Furthermore, the study showed that periodontitis developed regardless of the visible signs of gingivitis, which had previously been believed to reliably precede it. Therefore while a visual inspection may be sufficient to detect a disease like gingivitis, it is not useful in detecting the onset of periodontitis and may not reveal the areas at greatest risk for dental disease.
‘Some pet owners lift-the-lip and look at a dog’s gums to get a sense of its oral health, but this research shows they could be missing important early signs of dental disease,’ said Dr Harris. ‘The findings should encourage all dog owners to establish an oral care routine that consists of regular tooth brushing supplemented with dental chews and veterinary checks. It’s important for all dogs, but we know that small dogs like miniature schnauzers are at an even higher risk of developing severe dental problems.’
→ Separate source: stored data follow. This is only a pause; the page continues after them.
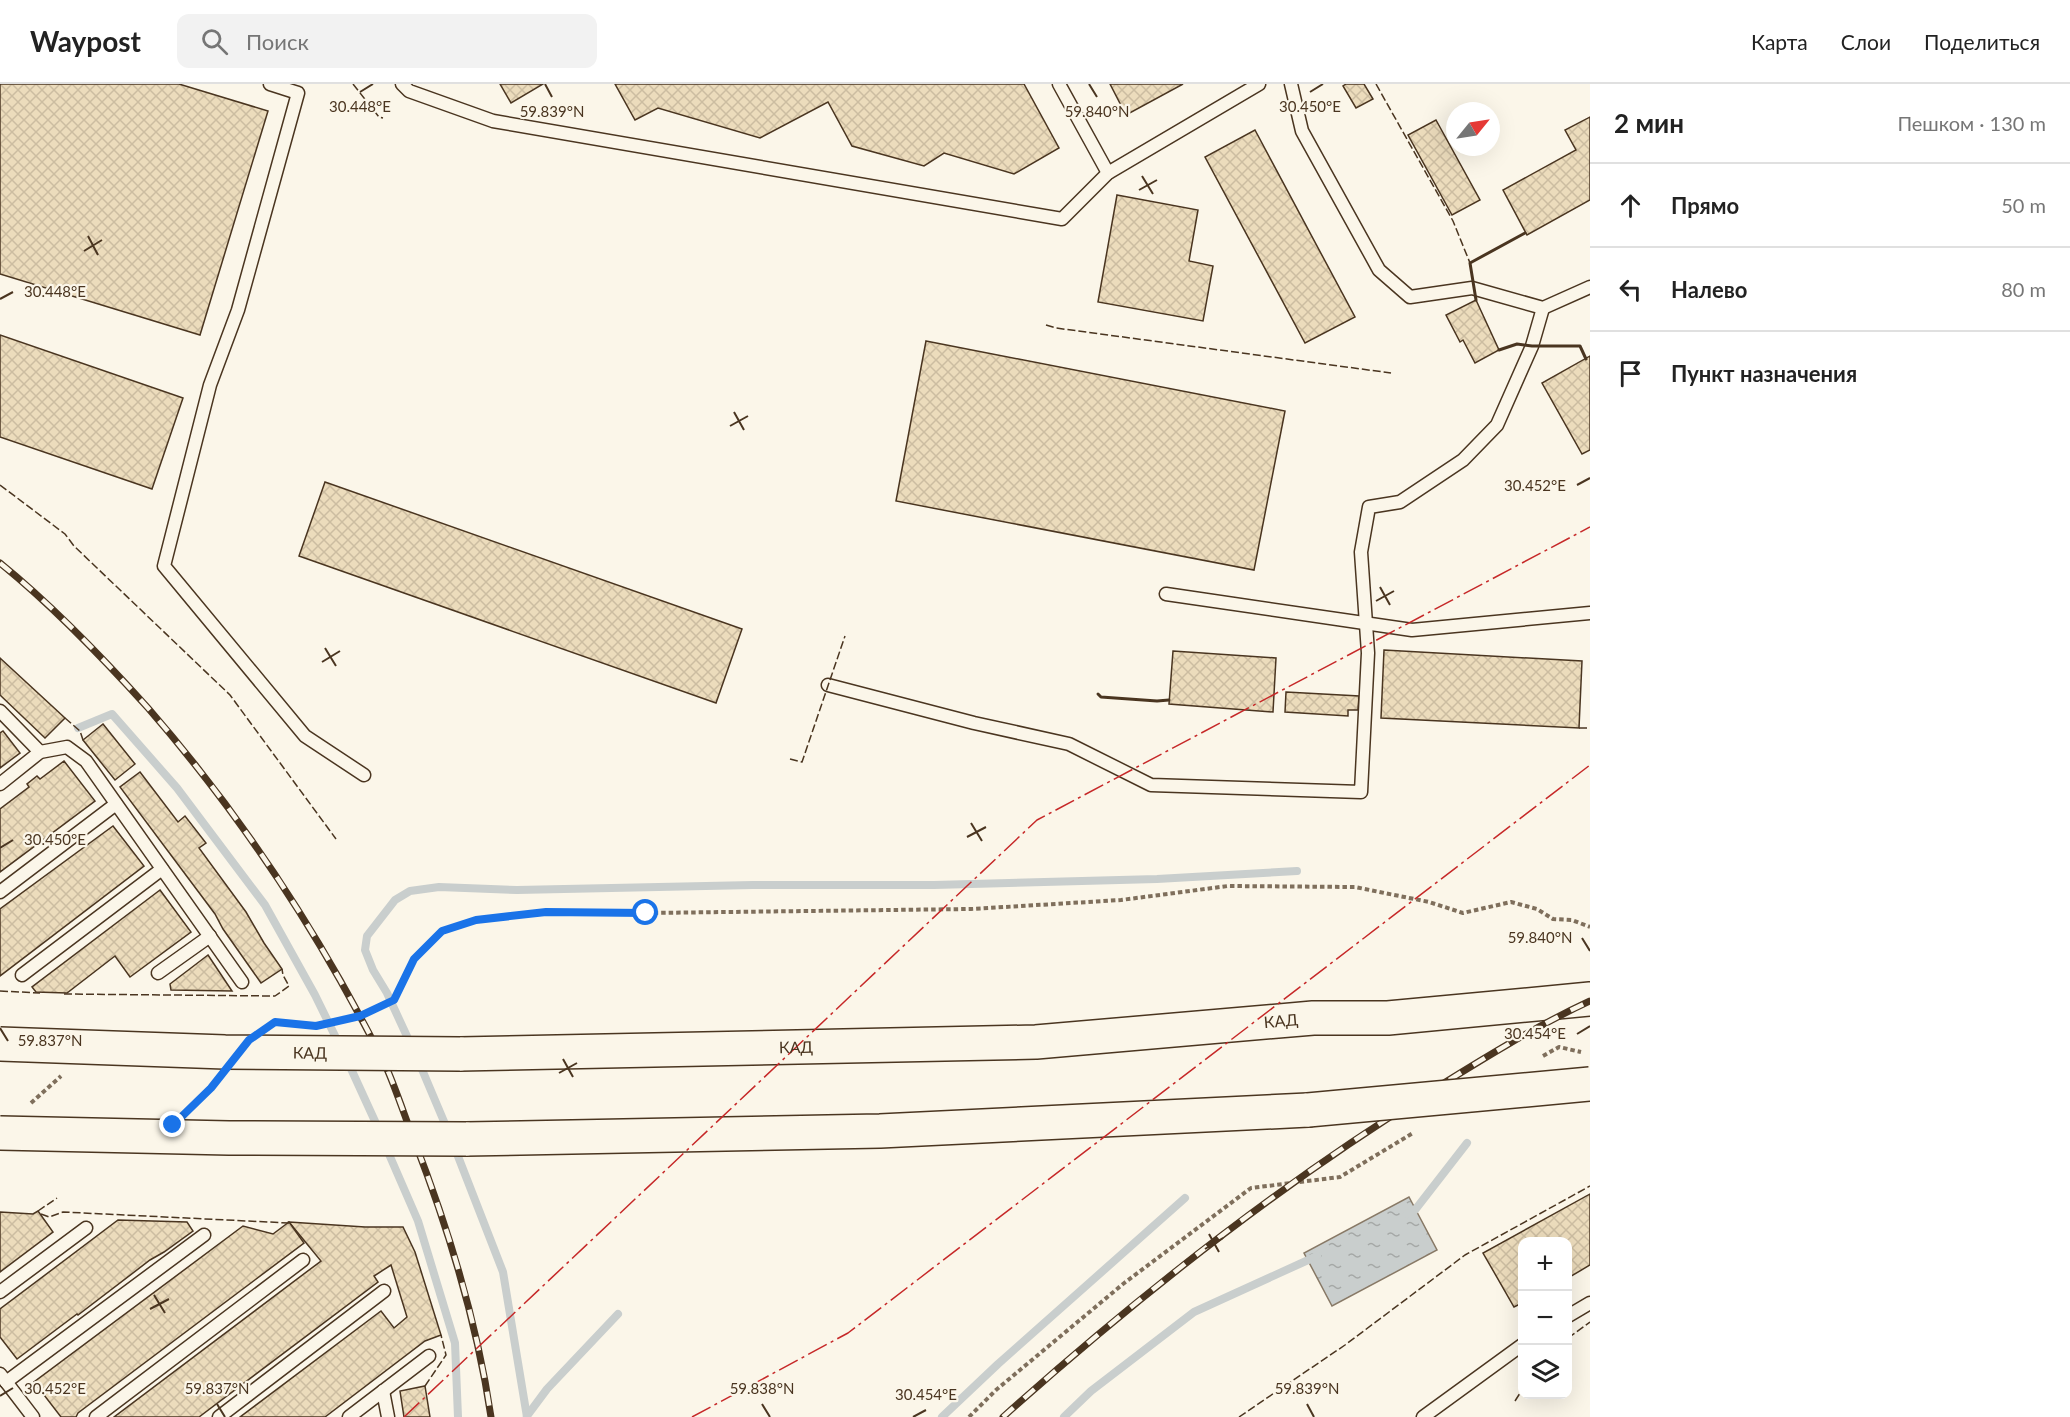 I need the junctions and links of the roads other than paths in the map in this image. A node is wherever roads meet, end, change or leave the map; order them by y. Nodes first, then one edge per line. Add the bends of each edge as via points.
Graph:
1 (270, 84) edge
2 (402, 84) edge
3 (1059, 84) edge
4 (1259, 84) edge
5 (1291, 84) edge
6 (1108, 173) junction
7 (1590, 287) edge
8 (1543, 308) junction
9 (1166, 594) dead end
10 (1590, 612) edge
11 (1366, 623) junction
12 (828, 685) dead end
13 (1, 713) edge
14 (40, 752) junction
15 (364, 775) dead end
16 (0, 784) edge
17 (116, 804) junction
18 (162, 869) junction
19 (0, 892) edge
20 (210, 936) junction
21 (158, 973) dead end
22 (21, 975) dead end
23 (242, 982) dead end
24 (1590, 999) edge
25 (0, 1044) edge
26 (1590, 1084) edge
27 (0, 1133) edge
28 (86, 1228) dead end
29 (204, 1235) dead end
30 (303, 1260) dead end
31 (384, 1291) dead end
32 (0, 1292) edge
33 (1590, 1303) edge
34 (1572, 1314) edge
35 (1518, 1348) edge
36 (429, 1356) dead end
37 (3, 1378) edge
38 (383, 1391) junction
39 (28, 1415) edge
40 (96, 1417) edge
41 (219, 1417) edge
42 (349, 1417) edge
43 (388, 1417) edge
44 (1422, 1417) edge

1 - 15 lane via 298,93 238,310 210,385 164,566 306,736
2 - 6 lane via 409,91 494,121 1062,219
3 - 6 lane
4 - 6 lane
5 - 8 lane via 1302,131 1379,270 1410,297 1472,288
7 - 8 lane
8 - 11 lane via 1532,346 1497,425 1463,460 1400,502 1369,507 1361,552
9 - 11 lane
10 - 11 lane via 1412,630
11 - 12 lane via 1361,792 1151,785 1069,744
13 - 14 lane
14 - 16 lane
14 - 17 lane via 67,747 86,761
17 - 18 lane
17 - 19 lane
18 - 20 lane
18 - 22 lane
20 - 21 lane
20 - 23 lane
24 - 25 highway, КАД, bridge via 1388,1018 1313,1018 1016,1043 460,1054 225,1052
26 - 27 highway, bridge via 1308,1110 880,1131 466,1139
28 - 32 lane
29 - 37 lane
30 - 40 lane
31 - 41 lane
33 - 34 lane
35 - 44 lane
36 - 38 lane
37 - 39 lane
38 - 42 lane
38 - 43 lane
The study (‘A longitudinal assessment of periodontal disease in 52 miniature schnauzers’), published in BMC Vet Research, examined the rate of progression of periodontal disease in miniature schnauzers. Over the course of 60 weeks, full mouth examinations were conducted on 52 miniature schnauzers ranging in age between 1.3 and 6.9 years.
Prior to the study, each dog had a regular oral care routine that included tooth brushing. This was suspended a week before the initial dental assessment.
Of the 2,155 teeth examined, all entered the study with some level of gingivitis, while only 23 teeth entered with periodontitis. Every six weeks, levels of gingivitis and periodontitis were assessed around the whole surface of each individual tooth by measuring periodontal probing depth, gingival recession and furcation exposure. Teeth were assessed for the level of gingivitis (scored between 0 and 4) and periodontitis (PD1 – up to 25% attachment loss and PD2 – between 25 to 50% attachment loss). Teeth from only one dog in the study did not progress to periodontitis.